▶ **Your objective**
What you hand back must match the listing exactly.

▶ **Records shown**
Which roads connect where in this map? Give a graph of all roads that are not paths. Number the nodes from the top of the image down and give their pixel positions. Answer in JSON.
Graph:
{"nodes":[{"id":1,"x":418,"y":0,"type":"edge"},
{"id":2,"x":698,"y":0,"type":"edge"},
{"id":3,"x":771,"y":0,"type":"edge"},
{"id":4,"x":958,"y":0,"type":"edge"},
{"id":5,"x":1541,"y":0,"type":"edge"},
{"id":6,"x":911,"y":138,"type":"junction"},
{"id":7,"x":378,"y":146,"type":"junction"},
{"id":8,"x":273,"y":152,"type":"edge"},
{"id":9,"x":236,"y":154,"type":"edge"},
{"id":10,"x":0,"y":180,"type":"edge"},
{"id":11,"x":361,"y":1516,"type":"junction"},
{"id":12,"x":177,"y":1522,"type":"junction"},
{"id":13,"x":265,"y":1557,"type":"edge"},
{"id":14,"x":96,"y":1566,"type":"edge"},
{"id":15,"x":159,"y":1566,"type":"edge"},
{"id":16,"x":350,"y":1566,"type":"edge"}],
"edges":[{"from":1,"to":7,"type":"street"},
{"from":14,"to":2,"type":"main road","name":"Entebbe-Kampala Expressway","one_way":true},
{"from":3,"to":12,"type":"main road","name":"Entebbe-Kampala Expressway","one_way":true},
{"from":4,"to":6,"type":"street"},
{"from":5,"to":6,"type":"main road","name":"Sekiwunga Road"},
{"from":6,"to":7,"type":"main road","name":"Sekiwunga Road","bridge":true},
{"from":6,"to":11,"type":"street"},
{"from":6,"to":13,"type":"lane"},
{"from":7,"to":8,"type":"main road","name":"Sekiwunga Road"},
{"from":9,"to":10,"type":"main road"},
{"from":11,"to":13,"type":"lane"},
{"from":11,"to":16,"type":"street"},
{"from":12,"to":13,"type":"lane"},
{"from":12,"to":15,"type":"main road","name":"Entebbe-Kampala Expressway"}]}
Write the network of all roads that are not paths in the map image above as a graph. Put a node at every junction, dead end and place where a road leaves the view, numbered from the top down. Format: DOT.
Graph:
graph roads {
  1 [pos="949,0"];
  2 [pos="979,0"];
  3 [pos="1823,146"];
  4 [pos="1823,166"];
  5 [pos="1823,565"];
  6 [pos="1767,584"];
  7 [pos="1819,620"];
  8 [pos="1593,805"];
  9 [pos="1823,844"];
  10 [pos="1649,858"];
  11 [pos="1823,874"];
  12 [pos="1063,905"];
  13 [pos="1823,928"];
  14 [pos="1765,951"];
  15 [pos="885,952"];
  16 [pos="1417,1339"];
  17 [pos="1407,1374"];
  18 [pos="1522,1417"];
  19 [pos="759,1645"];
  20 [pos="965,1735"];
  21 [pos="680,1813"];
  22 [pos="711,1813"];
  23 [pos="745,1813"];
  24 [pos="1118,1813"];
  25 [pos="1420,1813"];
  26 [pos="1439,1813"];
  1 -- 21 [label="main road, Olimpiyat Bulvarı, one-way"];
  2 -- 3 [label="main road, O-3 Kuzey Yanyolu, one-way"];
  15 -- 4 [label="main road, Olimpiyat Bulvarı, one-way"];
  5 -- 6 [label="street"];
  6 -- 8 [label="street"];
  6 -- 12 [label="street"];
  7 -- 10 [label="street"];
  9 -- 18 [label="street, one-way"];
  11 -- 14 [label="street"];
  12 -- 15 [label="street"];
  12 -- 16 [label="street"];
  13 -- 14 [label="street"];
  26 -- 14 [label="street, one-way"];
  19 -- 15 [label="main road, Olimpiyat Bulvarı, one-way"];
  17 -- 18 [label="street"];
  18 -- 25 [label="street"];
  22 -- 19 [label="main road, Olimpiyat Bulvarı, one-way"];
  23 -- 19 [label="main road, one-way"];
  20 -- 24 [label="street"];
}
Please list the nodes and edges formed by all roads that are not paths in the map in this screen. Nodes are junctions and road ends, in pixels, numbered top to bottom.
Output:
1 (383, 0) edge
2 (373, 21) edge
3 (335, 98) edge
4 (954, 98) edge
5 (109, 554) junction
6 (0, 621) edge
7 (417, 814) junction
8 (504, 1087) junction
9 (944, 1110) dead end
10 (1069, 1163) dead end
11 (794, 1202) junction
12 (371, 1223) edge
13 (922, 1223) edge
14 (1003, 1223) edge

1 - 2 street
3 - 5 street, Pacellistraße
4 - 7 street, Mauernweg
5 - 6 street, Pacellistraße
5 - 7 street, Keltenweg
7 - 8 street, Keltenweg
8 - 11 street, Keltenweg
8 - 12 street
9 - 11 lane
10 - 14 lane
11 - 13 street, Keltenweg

▶ **Problem solution**
Which roads connect where in this map? Give a graph of all roads that are not paths. Number the nodes from the top of the image down and give their pixel positions. Answer in JSON.
Graph:
{"nodes":[{"id":1,"x":418,"y":0,"type":"edge"},
{"id":2,"x":698,"y":0,"type":"edge"},
{"id":3,"x":771,"y":0,"type":"edge"},
{"id":4,"x":958,"y":0,"type":"edge"},
{"id":5,"x":1541,"y":0,"type":"edge"},
{"id":6,"x":911,"y":138,"type":"junction"},
{"id":7,"x":378,"y":146,"type":"junction"},
{"id":8,"x":273,"y":152,"type":"edge"},
{"id":9,"x":236,"y":154,"type":"edge"},
{"id":10,"x":0,"y":180,"type":"edge"},
{"id":11,"x":361,"y":1516,"type":"junction"},
{"id":12,"x":177,"y":1522,"type":"junction"},
{"id":13,"x":265,"y":1557,"type":"edge"},
{"id":14,"x":96,"y":1566,"type":"edge"},
{"id":15,"x":159,"y":1566,"type":"edge"},
{"id":16,"x":350,"y":1566,"type":"edge"}],
"edges":[{"from":1,"to":7,"type":"street"},
{"from":14,"to":2,"type":"main road","name":"Entebbe-Kampala Expressway","one_way":true},
{"from":3,"to":12,"type":"main road","name":"Entebbe-Kampala Expressway","one_way":true},
{"from":4,"to":6,"type":"street"},
{"from":5,"to":6,"type":"main road","name":"Sekiwunga Road"},
{"from":6,"to":7,"type":"main road","name":"Sekiwunga Road","bridge":true},
{"from":6,"to":11,"type":"street"},
{"from":6,"to":13,"type":"lane"},
{"from":7,"to":8,"type":"main road","name":"Sekiwunga Road"},
{"from":9,"to":10,"type":"main road"},
{"from":11,"to":13,"type":"lane"},
{"from":11,"to":16,"type":"street"},
{"from":12,"to":13,"type":"lane"},
{"from":12,"to":15,"type":"main road","name":"Entebbe-Kampala Expressway"}]}
Write the network of all roads that are not paths in the map image above as a graph. Put a node at every junction, dead end and place where a road leaves the view, numbered from the top down. Format: DOT.
Graph:
graph roads {
  1 [pos="949,0"];
  2 [pos="979,0"];
  3 [pos="1823,146"];
  4 [pos="1823,166"];
  5 [pos="1823,565"];
  6 [pos="1767,584"];
  7 [pos="1819,620"];
  8 [pos="1593,805"];
  9 [pos="1823,844"];
  10 [pos="1649,858"];
  11 [pos="1823,874"];
  12 [pos="1063,905"];
  13 [pos="1823,928"];
  14 [pos="1765,951"];
  15 [pos="885,952"];
  16 [pos="1417,1339"];
  17 [pos="1407,1374"];
  18 [pos="1522,1417"];
  19 [pos="759,1645"];
  20 [pos="965,1735"];
  21 [pos="680,1813"];
  22 [pos="711,1813"];
  23 [pos="745,1813"];
  24 [pos="1118,1813"];
  25 [pos="1420,1813"];
  26 [pos="1439,1813"];
  1 -- 21 [label="main road, Olimpiyat Bulvarı, one-way"];
  2 -- 3 [label="main road, O-3 Kuzey Yanyolu, one-way"];
  15 -- 4 [label="main road, Olimpiyat Bulvarı, one-way"];
  5 -- 6 [label="street"];
  6 -- 8 [label="street"];
  6 -- 12 [label="street"];
  7 -- 10 [label="street"];
  9 -- 18 [label="street, one-way"];
  11 -- 14 [label="street"];
  12 -- 15 [label="street"];
  12 -- 16 [label="street"];
  13 -- 14 [label="street"];
  26 -- 14 [label="street, one-way"];
  19 -- 15 [label="main road, Olimpiyat Bulvarı, one-way"];
  17 -- 18 [label="street"];
  18 -- 25 [label="street"];
  22 -- 19 [label="main road, Olimpiyat Bulvarı, one-way"];
  23 -- 19 [label="main road, one-way"];
  20 -- 24 [label="street"];
}
Please list the nodes and edges formed by all roads that are not paths in the map in this screen. Nodes are junctions and road ends, in pixels, numbered top to bottom.
Output:
1 (383, 0) edge
2 (373, 21) edge
3 (335, 98) edge
4 (954, 98) edge
5 (109, 554) junction
6 (0, 621) edge
7 (417, 814) junction
8 (504, 1087) junction
9 (944, 1110) dead end
10 (1069, 1163) dead end
11 (794, 1202) junction
12 (371, 1223) edge
13 (922, 1223) edge
14 (1003, 1223) edge

1 - 2 street
3 - 5 street, Pacellistraße
4 - 7 street, Mauernweg
5 - 6 street, Pacellistraße
5 - 7 street, Keltenweg
7 - 8 street, Keltenweg
8 - 11 street, Keltenweg
8 - 12 street
9 - 11 lane
10 - 14 lane
11 - 13 street, Keltenweg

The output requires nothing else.